Margaret Obank reviews Studying Modern Arabic Literature: Mustafa Badawi, Scholar and Critic Edited by Roger Allen & Robin Ostle Edinburgh University Press, UK, 2015, ISBN: 978-0-7486-9662-8, hbk, 230pp, £70.00
A fresh and exciting invitation I
t seems an unlikely story that the teaching of modern Arabic literature only really started just over 50 years ago. But when Mustafa Badawi was taken on as a lecturer at the University of Oxford he made a decision that was to change forever the teaching in university Arabic departments, that is, to bring 20th-century Arab authors onto the curriculum for the first time.

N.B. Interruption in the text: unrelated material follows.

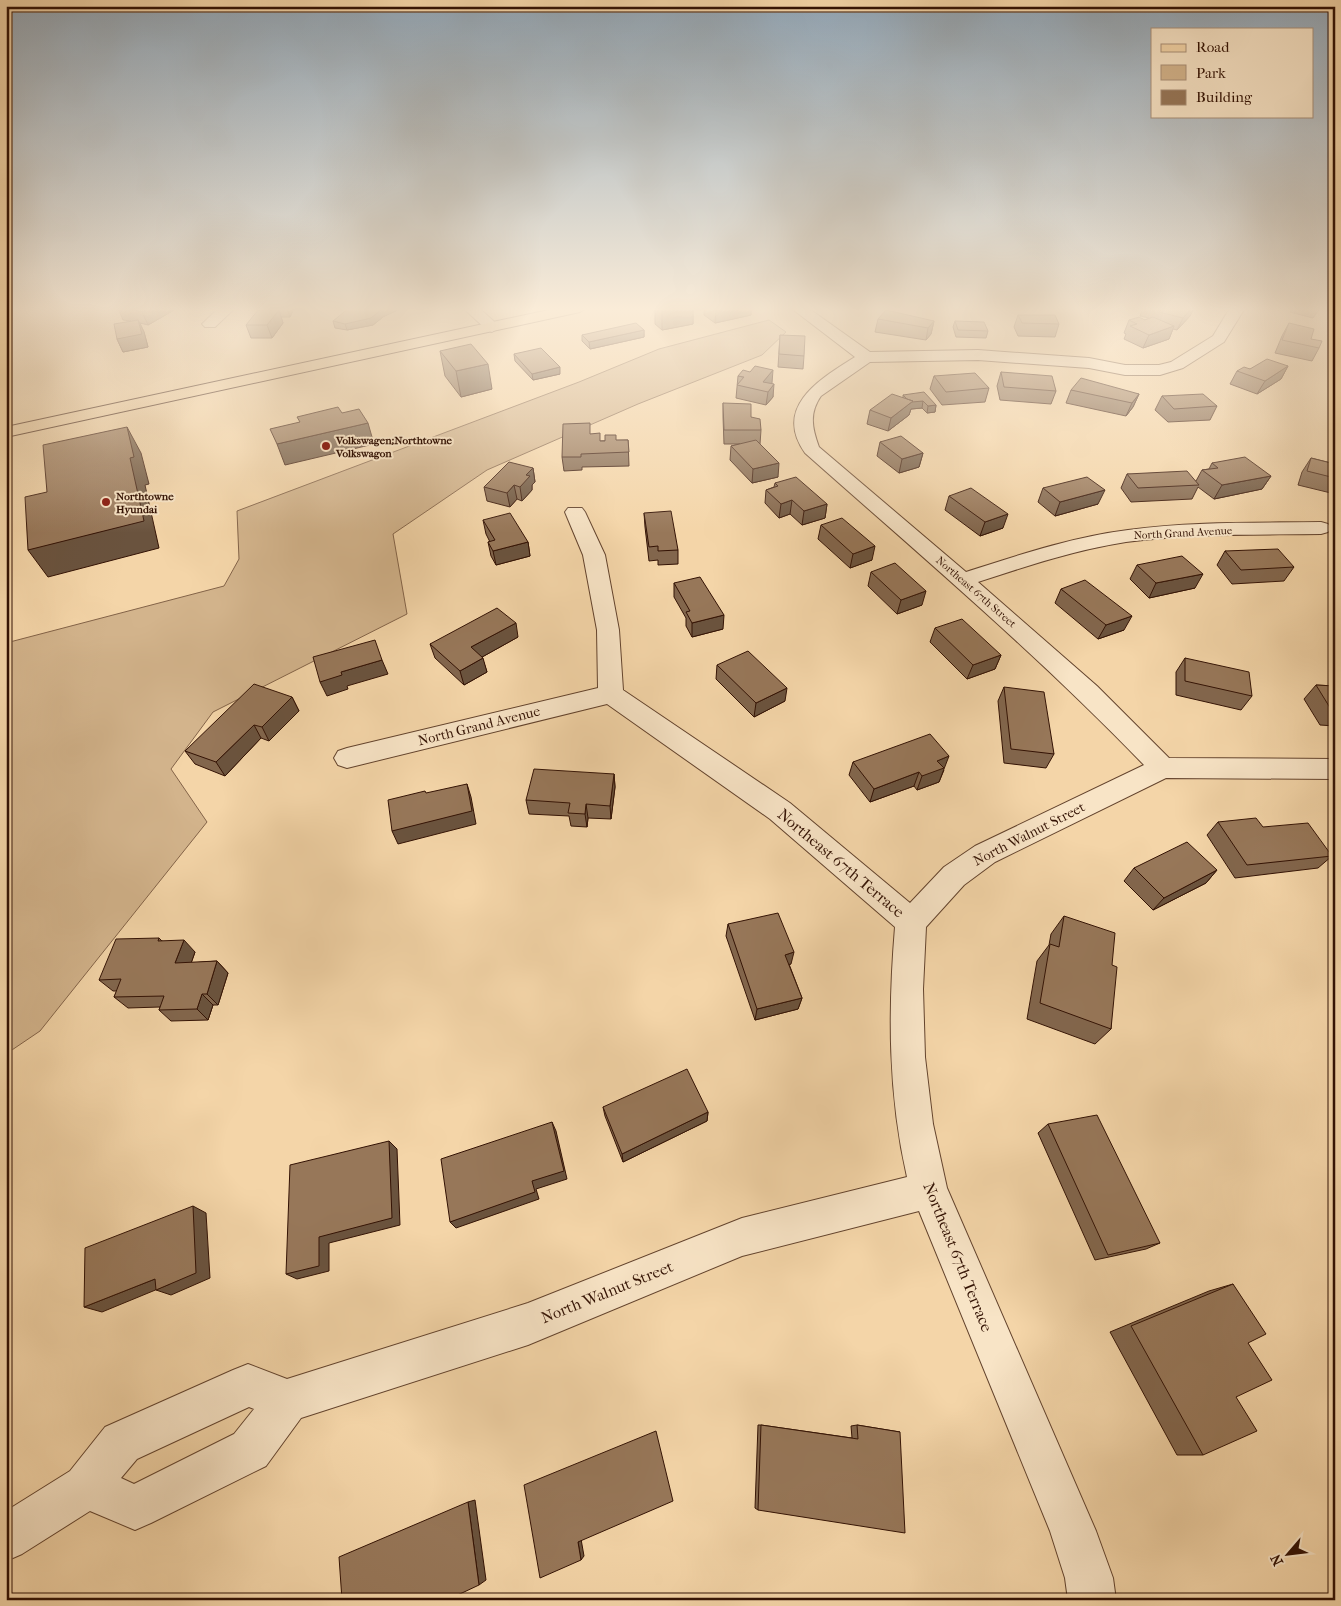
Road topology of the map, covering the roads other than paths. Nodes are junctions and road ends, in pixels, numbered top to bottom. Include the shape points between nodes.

This volume of biographical and academic essays, edited by Robin Ostle and Roger Allen, two of Badawi’s first students, now both retired, celebrates the invaluable work of Mustafa Badawi in singlehandedly establishing the teaching of modern Arabic literature in the UK and the USA – indeed he is regarded as the “father of the study of modern Arabic literature”. Robin Ostle sets the scene of Alexandria in the late 19th and early 20th centuries, the cosmopolitan city where Badawi was born in 1925 into a family of six sisters. As a university student there, he was able to thrive on the “bookshops, bars, theatres, cinemas, exhibitions and concerts” that made Alexandria the hub it was. An interview with Badawi by his former student Prof Abdul-Nabi Isstaif reveals that, at an early age, Badawi started writing a short story and poems and developed a passion for reading – popular novels, books on Arabic heritage, and poetry. The works of Taha Hussein, in particular, were a major influence on him, liberating him from “traditional hidebound thought”. Fellow Egyptian and Professor Emeritus at SOAS, London, Sabri Hafez recounts how his first visit to the UK to attend the first conference on modern Arabic literature, was arranged with Badawi’s help.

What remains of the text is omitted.